(EXERCISE INSTRUCTIONS)
For each line of the listing below that contains the string "Bohdana", copy the line.
Top of DATA UNDER STUDY
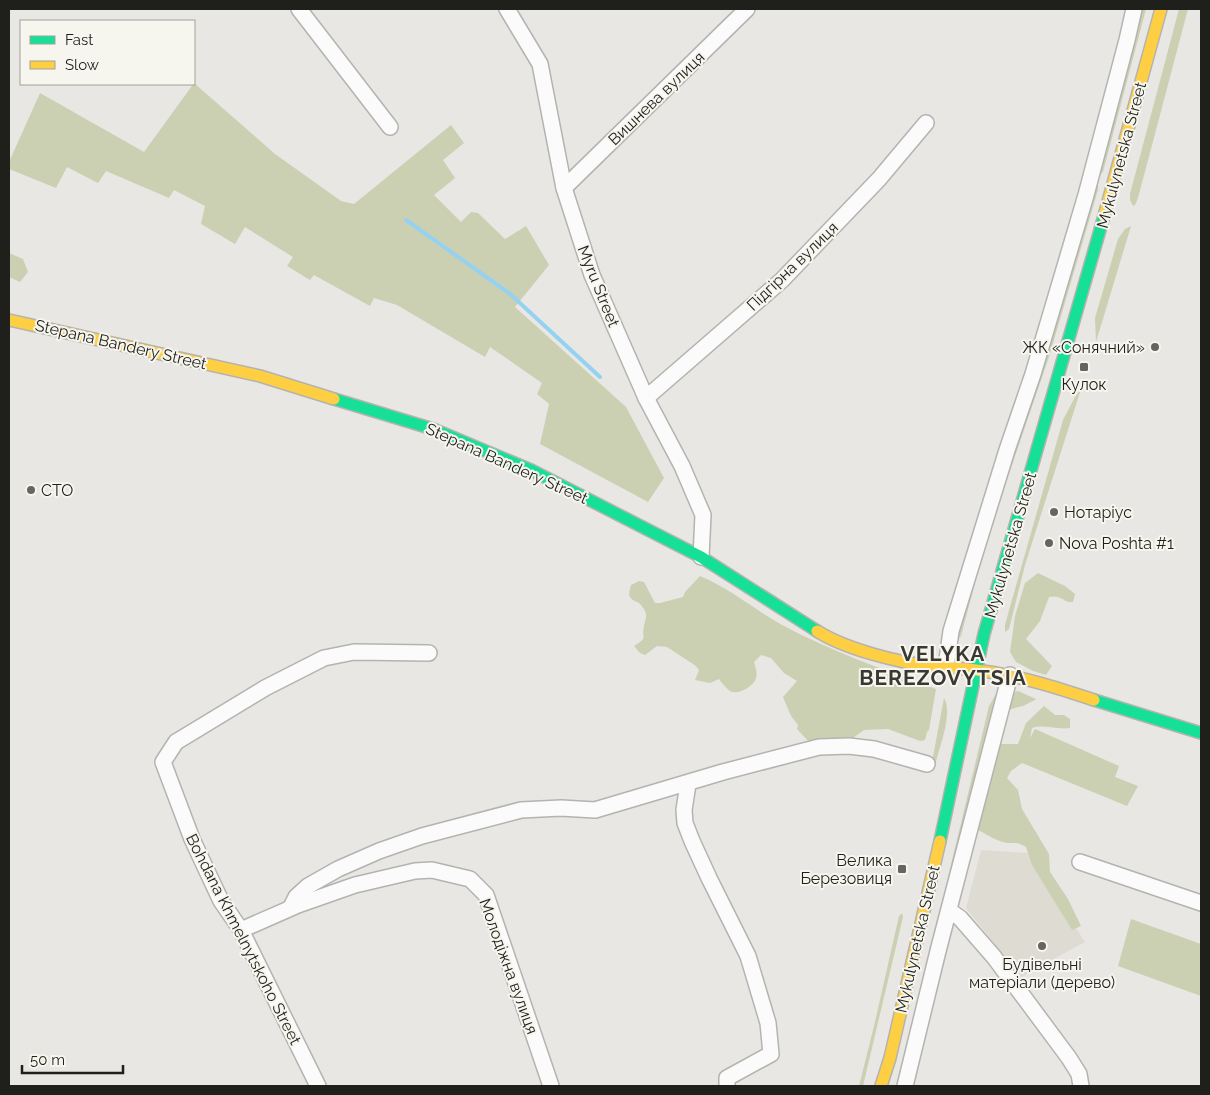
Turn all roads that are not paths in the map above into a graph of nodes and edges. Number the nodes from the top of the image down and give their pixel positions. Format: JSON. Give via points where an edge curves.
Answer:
{"nodes":[{"id":1,"x":299,"y":9,"type":"edge"},
{"id":2,"x":507,"y":9,"type":"edge"},
{"id":3,"x":747,"y":9,"type":"edge"},
{"id":4,"x":1134,"y":9,"type":"edge"},
{"id":5,"x":1160,"y":9,"type":"edge"},
{"id":6,"x":926,"y":123,"type":"dead end"},
{"id":7,"x":390,"y":127,"type":"dead end"},
{"id":8,"x":564,"y":188,"type":"junction"},
{"id":9,"x":9,"y":320,"type":"edge"},
{"id":10,"x":646,"y":398,"type":"junction"},
{"id":11,"x":701,"y":557,"type":"junction"},
{"id":12,"x":429,"y":654,"type":"dead end"},
{"id":13,"x":946,"y":667,"type":"junction"},
{"id":14,"x":976,"y":670,"type":"junction"},
{"id":15,"x":1010,"y":675,"type":"junction"},
{"id":16,"x":1201,"y":732,"type":"edge"},
{"id":17,"x":927,"y":764,"type":"dead end"},
{"id":18,"x":688,"y":784,"type":"junction"},
{"id":19,"x":1080,"y":862,"type":"dead end"},
{"id":20,"x":1201,"y":903,"type":"edge"},
{"id":21,"x":291,"y":907,"type":"junction"},
{"id":22,"x":950,"y":911,"type":"junction"},
{"id":23,"x":241,"y":930,"type":"junction"},
{"id":24,"x":318,"y":1086,"type":"edge"},
{"id":25,"x":551,"y":1086,"type":"edge"},
{"id":26,"x":728,"y":1086,"type":"edge"},
{"id":27,"x":881,"y":1086,"type":"edge"},
{"id":28,"x":905,"y":1086,"type":"edge"},
{"id":29,"x":1082,"y":1086,"type":"edge"}],
"edges":[{"from":1,"to":7,"type":"street"},
{"from":2,"to":8,"type":"street","name":"Myru Street","via":[[540,64]]},
{"from":3,"to":8,"type":"street","name":"Вишнева вулиця"},
{"from":4,"to":13,"type":"street","via":[[1086,195],[952,628]]},
{"from":5,"to":14,"type":"main road","name":"Mykulynetska Street"},
{"from":6,"to":10,"type":"street","name":"Підгірна вулиця","via":[[879,179],[782,280]]},
{"from":8,"to":10,"type":"street","name":"Myru Street","via":[[592,275]]},
{"from":9,"to":11,"type":"main road","name":"Stepana Bandery Street","via":[[260,376],[433,429],[531,470]]},
{"from":10,"to":11,"type":"street","name":"Myru Street","via":[[682,466],[703,515]]},
{"from":11,"to":13,"type":"main road","name":"Stepana Bandery Street","via":[[826,637],[875,655]]},
{"from":12,"to":23,"type":"street","name":"Bohdana Khmelnytskoho Street","via":[[354,652],[324,658],[265,688],[176,742],[163,762],[192,839],[221,901]]},
{"from":13,"to":14,"type":"main road","name":"Stepana Bandery Street"},
{"from":14,"to":15,"type":"main road","name":"Stepana Bandery Street"},
{"from":14,"to":27,"type":"main road","name":"Mykulynetska Street","via":[[947,810]]},
{"from":15,"to":16,"type":"main road","name":"Stepana Bandery Street"},
{"from":15,"to":22,"type":"street"},
{"from":17,"to":18,"type":"street","via":[[874,749],[819,747]]},
{"from":18,"to":21,"type":"street","via":[[595,810],[521,810],[422,836],[338,869],[308,886]]},
{"from":18,"to":26,"type":"street","via":[[685,822],[748,956],[768,1023],[771,1054],[727,1078]]},
{"from":19,"to":20,"type":"street"},
{"from":21,"to":23,"type":"street","name":"Молодіжна вулиця"},
{"from":21,"to":25,"type":"street","name":"Молодіжна вулиця","via":[[355,884],[415,871],[432,870],[470,879],[486,895]]},
{"from":22,"to":28,"type":"street"},
{"from":22,"to":29,"type":"street","via":[[960,918],[999,964],[1069,1058]]},
{"from":23,"to":24,"type":"street","name":"Bohdana Khmelnytskoho Street"}]}
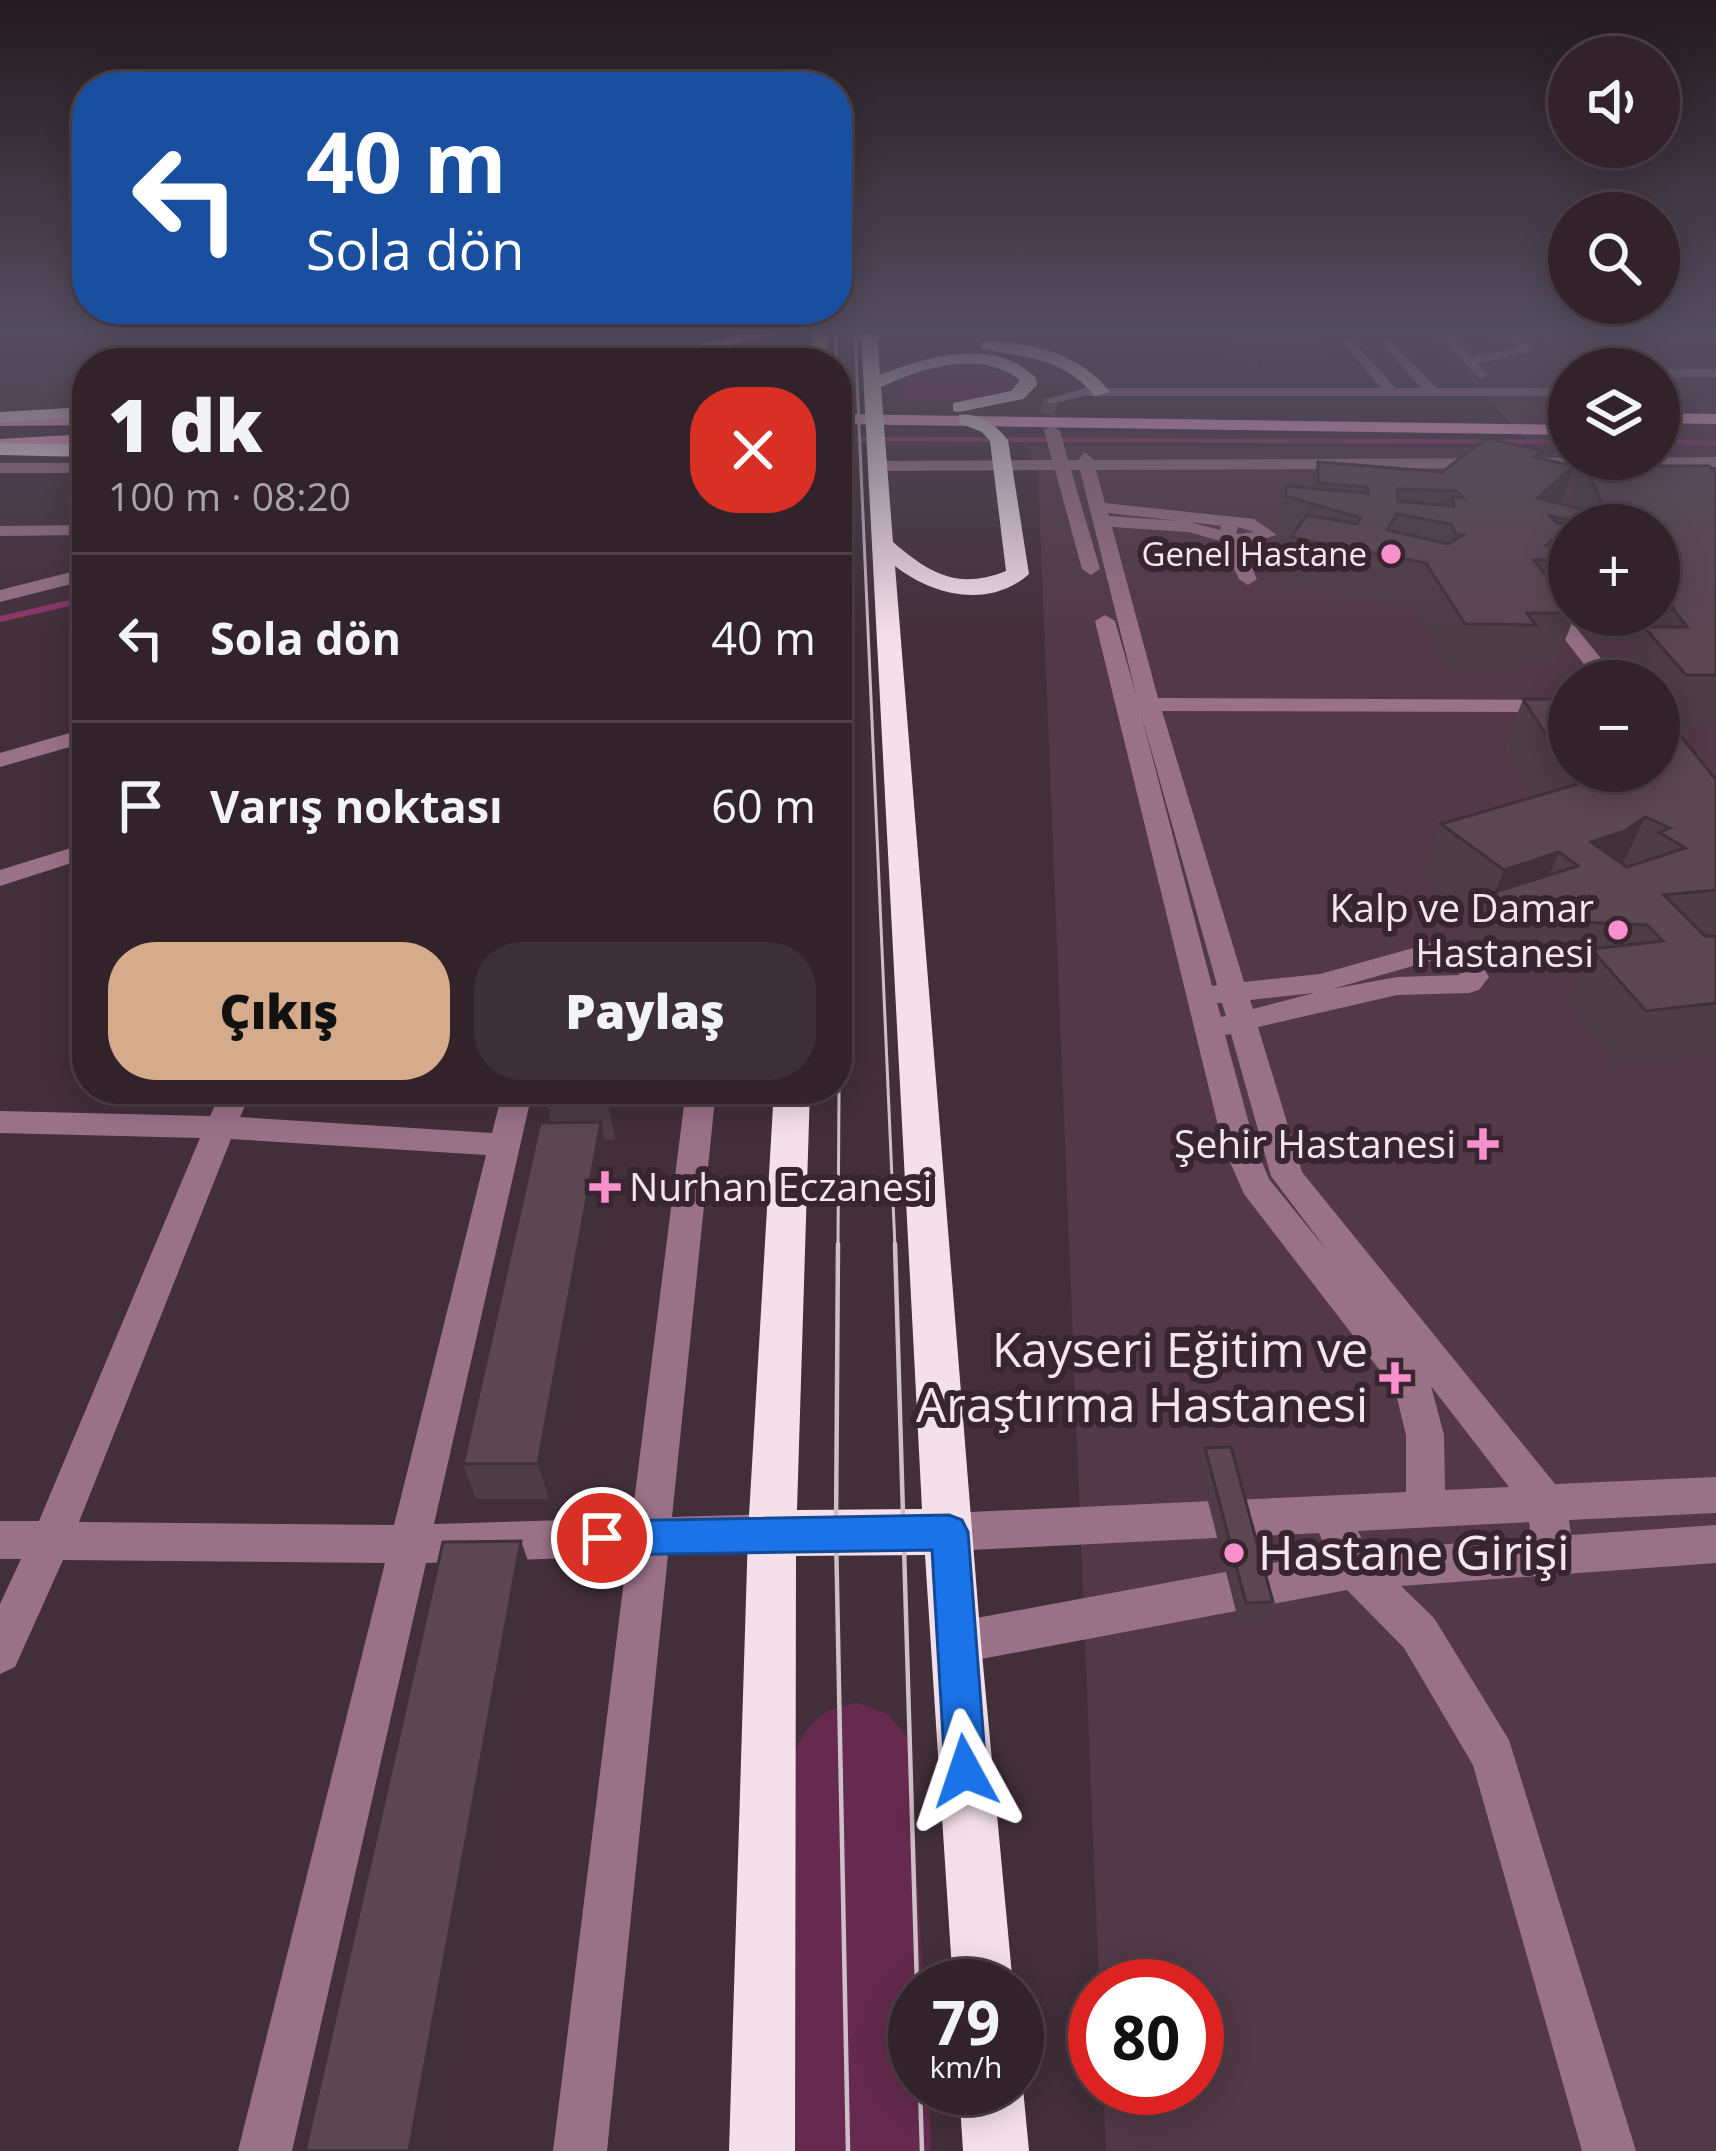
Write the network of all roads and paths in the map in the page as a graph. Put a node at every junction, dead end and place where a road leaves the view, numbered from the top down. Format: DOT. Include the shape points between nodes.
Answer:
graph roads {
  1 [pos="876,433"];
  2 [pos="993,433"];
  3 [pos="72,440"];
  4 [pos="0,447"];
  5 [pos="72,450"];
  6 [pos="1065,451"];
  7 [pos="878,458"];
  8 [pos="1548,459"];
  9 [pos="1680,459"];
  10 [pos="1716,459"];
  11 [pos="0,468"];
  12 [pos="72,468"];
  13 [pos="1098,514"];
  14 [pos="72,530"];
  15 [pos="0,532"];
  16 [pos="884,545"];
  17 [pos="72,578"];
  18 [pos="1248,579"];
  19 [pos="0,596"];
  20 [pos="1572,636"];
  21 [pos="1591,660"];
  22 [pos="1137,704"];
  23 [pos="1548,706"];
  24 [pos="72,739"];
  25 [pos="0,760"];
  26 [pos="72,855"];
  27 [pos="0,878"];
  28 [pos="1232,991"];
  29 [pos="1201,996"];
  30 [pos="1242,1024"];
  31 [pos="1209,1028"];
  32 [pos="231,1104"];
  33 [pos="515,1104"];
  34 [pos="698,1104"];
  35 [pos="791,1104"];
  36 [pos="0,1123"];
  37 [pos="220,1127"];
  38 [pos="505,1145"];
  39 [pos="1716,1495"];
  40 [pos="1546,1504"];
  41 [pos="1426,1511"];
  42 [pos="1332,1516"];
  43 [pos="949,1532"];
  44 [pos="772,1533"];
  45 [pos="650,1537"];
  46 [pos="0,1540"];
  47 [pos="51,1540"];
  48 [pos="410,1544"];
  49 [pos="1716,1544"];
  50 [pos="1554,1556"];
  51 [pos="1355,1570"];
  52 [pos="955,1642"];
  53 [pos="0,1652"];
  54 [pos="981,1959"];
  55 [pos="993,2115"];
  56 [pos="266,2151"];
  57 [pos="580,2151"];
  58 [pos="762,2151"];
  59 [pos="996,2151"];
  60 [pos="1609,2151"];
  1 -- 7 [label="highway"];
  2 -- 16 [label="highway" via="1018,574 947,587 923,581"];
  3 -- 4 [label="main road"];
  4 -- 5 [label="highway"];
  6 -- 7 [label="street"];
  6 -- 8 [label="street"];
  6 -- 13 [label="street"];
  6 -- 22 [label="street"];
  7 -- 16 [label="highway"];
  9 -- 10 [label="street"];
  11 -- 12 [label="street"];
  13 -- 18 [label="street" via="1229,529"];
  13 -- 22 [label="street"];
  14 -- 15 [label="street"];
  16 -- 43 [label="highway"];
  17 -- 19 [label="street"];
  20 -- 21 [label="street"];
  22 -- 23 [label="street"];
  22 -- 28 [label="street"];
  22 -- 29 [label="street"];
  24 -- 25 [label="street"];
  26 -- 27 [label="street"];
  28 -- 29 [label="street"];
  28 -- 30 [label="street"];
  28 -- 30 [label="street" via="1320,983 1442,949 1461,956 1474,976 1469,984 1322,1000"];
  29 -- 31 [label="street"];
  30 -- 31 [label="street"];
  30 -- 40 [label="street" via="1287,1176"];
  31 -- 41 [label="street" via="1255,1185 1412,1384 1425,1435"];
  32 -- 37 [label="street"];
  33 -- 38 [label="street"];
  34 -- 45 [label="street"];
  35 -- 44 [label="highway"];
  36 -- 37 [label="street"];
  37 -- 38 [label="street"];
  37 -- 47 [label="street"];
  38 -- 48 [label="street"];
  39 -- 40 [label="street"];
  40 -- 41 [label="street"];
  40 -- 50 [label="street"];
  41 -- 42 [label="street"];
  42 -- 43 [label="street"];
  42 -- 51 [label="street"];
  43 -- 44 [label="highway"];
  43 -- 52 [label="highway"];
  44 -- 45 [label="street"];
  44 -- 58 [label="highway"];
  45 -- 48 [label="street"];
  45 -- 57 [label="street"];
  46 -- 47 [label="street"];
  47 -- 48 [label="street"];
  47 -- 53 [label="street"];
  48 -- 56 [label="street"];
  49 -- 50 [label="street"];
  50 -- 51 [label="street"];
  51 -- 52 [label="street"];
  51 -- 60 [label="street" via="1420,1633 1493,1756"];
  52 -- 54 [label="highway"];
  55 -- 59 [label="highway"];
}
Bottom of DATA UNDER STUDY
(YOUR SOLUTION)
{"from":12,"to":23,"type":"street","name":"Bohdana Khmelnytskoho Street","via":[[354,652],[324,658],[265,688],[176,742],[163,762],[192,839],[221,901]]},
{"from":23,"to":24,"type":"street","name":"Bohdana Khmelnytskoho Street"}]}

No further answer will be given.